Oleh Laura Khalida
Asap itu mengepul begitu hitam dan pekat. Seketika dedaunan di sekelilingnya terpaku di tempat. Bahkan angin pun enggan bertiup. Dua pasang kelinci yang menyaksikan peristiwa itu gemetar hebat. Suasana amat mencekam.
"Sudah?" Tanya Laweh
Yang ditanya tak menjawab.
"Hey, sudahkah?" Laweh tak sabar. Ia berusaha menggerakkan kaki-kakinya dan mencerabutkan diri dari tanah yang mengcengkramnya selama ini.
"Bisa! Hey lihatlah. Aku bisa lepas dari kungkungan tanah yang sekian ratus tahun telah membelengguku." Laweh berteriak girang ketika seluruh kaki-kakinya tercabut dari tanah. Kini tubuh besarnya bisa bergeser ke mana pun ia suka.
"Bum... Bum..." Suara langkah-langkah Laweh menggema dan menggetarkan tanah, mengagetkan alam. Dua pasang kelinci yang menyaksikan manuvernya pingsan seketika dan burung-burung berbalik arah, menjauhkan diri.
"Kamu hebat Tody...lihat aku?" Suara Laweh terisak, merasa haru. Sementara Tody yang dipujinya menatapnya tanpa berkedip dengan mimik terpukau, takjub dengan kemampuannya sendiri.

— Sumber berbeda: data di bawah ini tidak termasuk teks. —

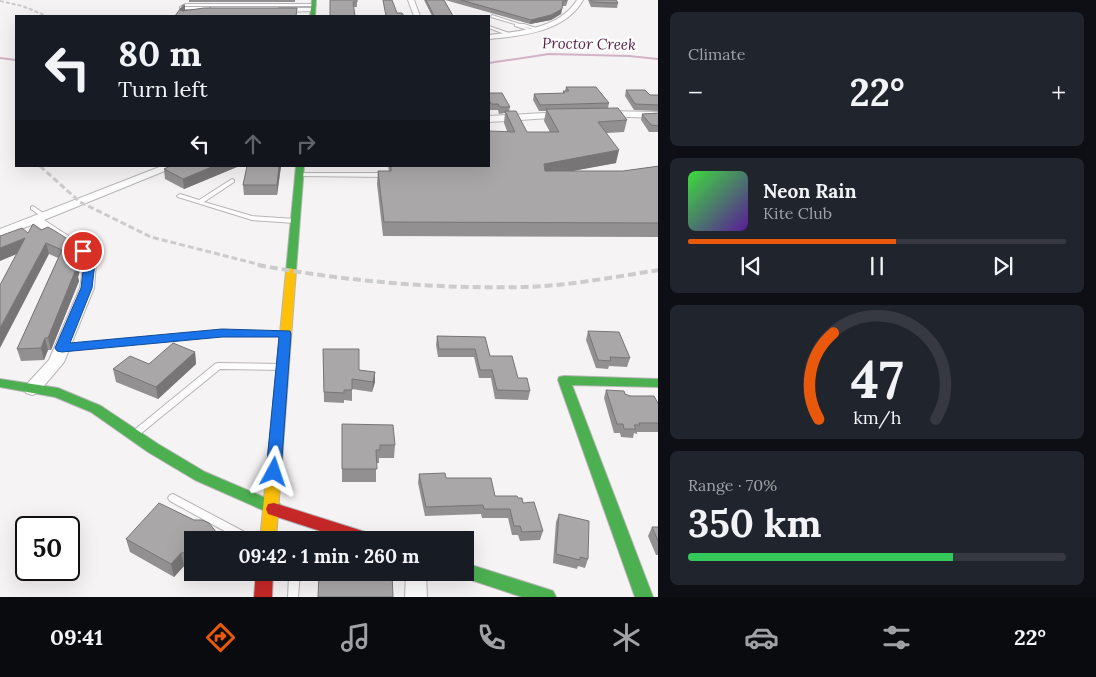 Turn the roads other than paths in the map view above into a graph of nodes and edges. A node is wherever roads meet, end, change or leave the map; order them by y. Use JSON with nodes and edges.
{"nodes":[{"id":1,"x":411,"y":0,"type":"edge"},
{"id":2,"x":580,"y":0,"type":"edge"},
{"id":3,"x":237,"y":7,"type":"junction"},
{"id":4,"x":313,"y":8,"type":"edge"},
{"id":5,"x":187,"y":15,"type":"edge"},
{"id":6,"x":417,"y":15,"type":"edge"},
{"id":7,"x":492,"y":16,"type":"edge"},
{"id":8,"x":490,"y":27,"type":"edge"},
{"id":9,"x":534,"y":29,"type":"junction"},
{"id":10,"x":508,"y":34,"type":"junction"},
{"id":11,"x":490,"y":37,"type":"edge"},
{"id":12,"x":577,"y":114,"type":"edge"},
{"id":13,"x":595,"y":114,"type":"edge"},
{"id":14,"x":658,"y":115,"type":"edge"},
{"id":15,"x":490,"y":119,"type":"edge"},
{"id":16,"x":169,"y":167,"type":"edge"},
{"id":17,"x":300,"y":170,"type":"edge"},
{"id":18,"x":388,"y":174,"type":"edge"},
{"id":19,"x":232,"y":181,"type":"dead end"},
{"id":20,"x":180,"y":196,"type":"dead end"},
{"id":21,"x":200,"y":202,"type":"junction"},
{"id":22,"x":37,"y":214,"type":"junction"},
{"id":23,"x":296,"y":220,"type":"junction"},
{"id":24,"x":0,"y":233,"type":"edge"},
{"id":25,"x":285,"y":334,"type":"junction"},
{"id":26,"x":62,"y":348,"type":"junction"},
{"id":27,"x":283,"y":367,"type":"junction"},
{"id":28,"x":0,"y":383,"type":"edge"},
{"id":29,"x":658,"y":383,"type":"edge"},
{"id":30,"x":32,"y":389,"type":"junction"},
{"id":31,"x":134,"y":435,"type":"junction"},
{"id":32,"x":173,"y":498,"type":"dead end"},
{"id":33,"x":271,"y":508,"type":"junction"},
{"id":34,"x":234,"y":531,"type":"edge"},
{"id":35,"x":269,"y":531,"type":"edge"},
{"id":36,"x":328,"y":531,"type":"edge"},
{"id":37,"x":474,"y":574,"type":"edge"},
{"id":38,"x":264,"y":581,"type":"edge"},
{"id":39,"x":294,"y":581,"type":"edge"},
{"id":40,"x":416,"y":581,"type":"edge"},
{"id":41,"x":263,"y":597,"type":"edge"},
{"id":42,"x":293,"y":597,"type":"edge"},
{"id":43,"x":416,"y":597,"type":"edge"},
{"id":44,"x":548,"y":597,"type":"edge"},
{"id":45,"x":644,"y":597,"type":"edge"}],
"edges":[{"from":1,"to":6,"type":"street"},
{"from":2,"to":9,"type":"street"},
{"from":3,"to":3,"type":"lane"},
{"from":3,"to":4,"type":"lane"},
{"from":4,"to":5,"type":"street"},
{"from":7,"to":9,"type":"lane"},
{"from":8,"to":10,"type":"lane"},
{"from":9,"to":10,"type":"street"},
{"from":10,"to":11,"type":"street"},
{"from":12,"to":15,"type":"street"},
{"from":13,"to":14,"type":"street"},
{"from":16,"to":22,"type":"street"},
{"from":17,"to":18,"type":"lane"},
{"from":17,"to":23,"type":"street"},
{"from":19,"to":21,"type":"lane"},
{"from":20,"to":21,"type":"lane"},
{"from":21,"to":23,"type":"lane"},
{"from":22,"to":24,"type":"street"},
{"from":22,"to":26,"type":"street"},
{"from":23,"to":25,"type":"street"},
{"from":25,"to":26,"type":"lane"},
{"from":25,"to":27,"type":"street"},
{"from":26,"to":30,"type":"street"},
{"from":27,"to":31,"type":"lane"},
{"from":27,"to":33,"type":"street"},
{"from":28,"to":30,"type":"street"},
{"from":29,"to":45,"type":"street"},
{"from":30,"to":31,"type":"street"},
{"from":31,"to":33,"type":"street"},
{"from":32,"to":34,"type":"lane"},
{"from":33,"to":35,"type":"street"},
{"from":33,"to":36,"type":"street"},
{"from":37,"to":44,"type":"street"},
{"from":38,"to":41,"type":"street"},
{"from":39,"to":42,"type":"lane"},
{"from":40,"to":43,"type":"street"}]} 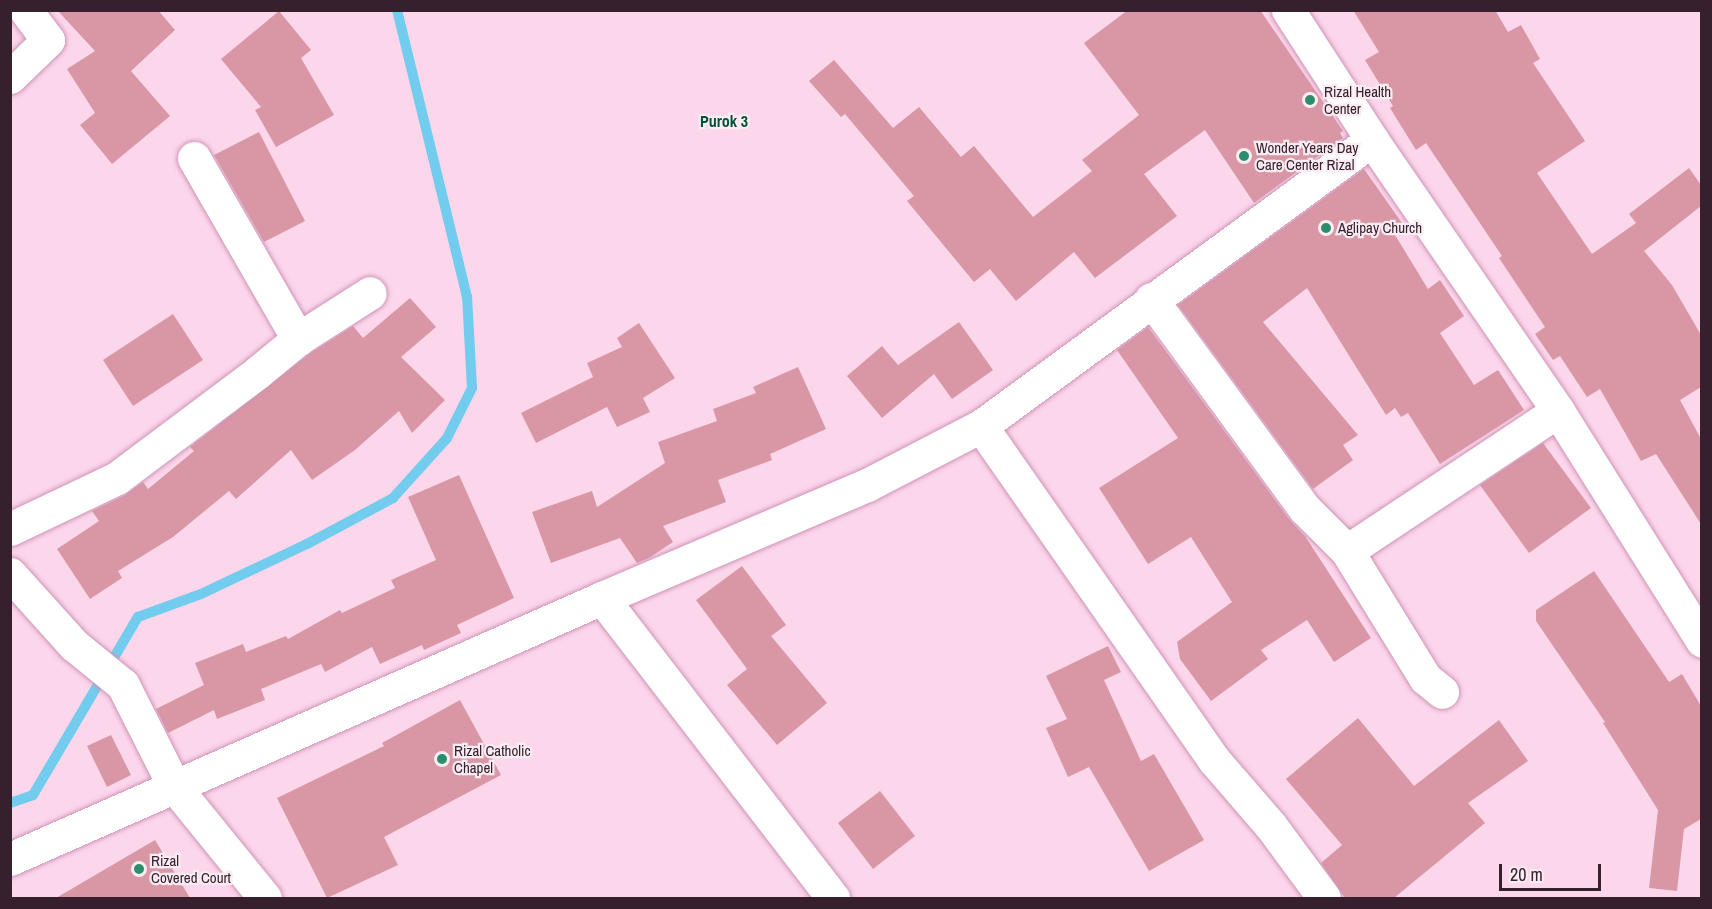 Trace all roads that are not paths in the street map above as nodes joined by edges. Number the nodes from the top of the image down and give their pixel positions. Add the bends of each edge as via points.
1 (25, 10) edge
2 (1288, 10) edge
3 (10, 77) edge
4 (1372, 140) junction
5 (194, 158) dead end
6 (370, 293) dead end
7 (1151, 299) junction
8 (298, 339) junction
9 (1557, 411) junction
10 (981, 426) junction
11 (10, 529) edge
12 (1347, 551) junction
13 (10, 574) edge
14 (602, 598) junction
15 (1701, 641) edge
16 (1442, 692) dead end
17 (174, 786) junction
18 (10, 859) edge
19 (265, 898) edge
20 (833, 898) edge
21 (1324, 898) edge

1 - 3 street via 48,40
2 - 4 street
4 - 7 street
4 - 9 street
5 - 8 street
6 - 8 street
7 - 10 street
7 - 12 street via 1304,508
8 - 11 street via 117,478
9 - 12 street
9 - 15 street
10 - 14 street via 867,485
10 - 21 street via 1214,760 1271,826
12 - 16 street via 1425,678
13 - 17 street via 74,645 123,684
14 - 17 street
14 - 20 street
17 - 18 street
17 - 19 street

"Apa kubilang, takkan kalah kau dengan mendiang kakekmu..." Laweh kehilangan kendali saking gembiranya. Ia melompat beberapa kali, menggelegar, dan memekik.
Membuat tubuh Tody doyong ke belakang dan terjatuh.
Tibai-tiba, "DEBUMMMM!!!"
"Aduuuh..." Seru Laweh. Tubuh besarnya jatuh melintang, meruntuhkan pepohonan yang bahkan tak kuat menopang tubuh beratnya. Tingginya saja mencapai 25 meter dan diameter tubuhnya mencapai 1,5 meter.
Laweh terkejut mendapati dirinya terbaring tanpa daya di tanah, dan membunuh teman-temannya yang tertindas di bawahnya. Bisa ia dengan jeritan kesakitan mereka.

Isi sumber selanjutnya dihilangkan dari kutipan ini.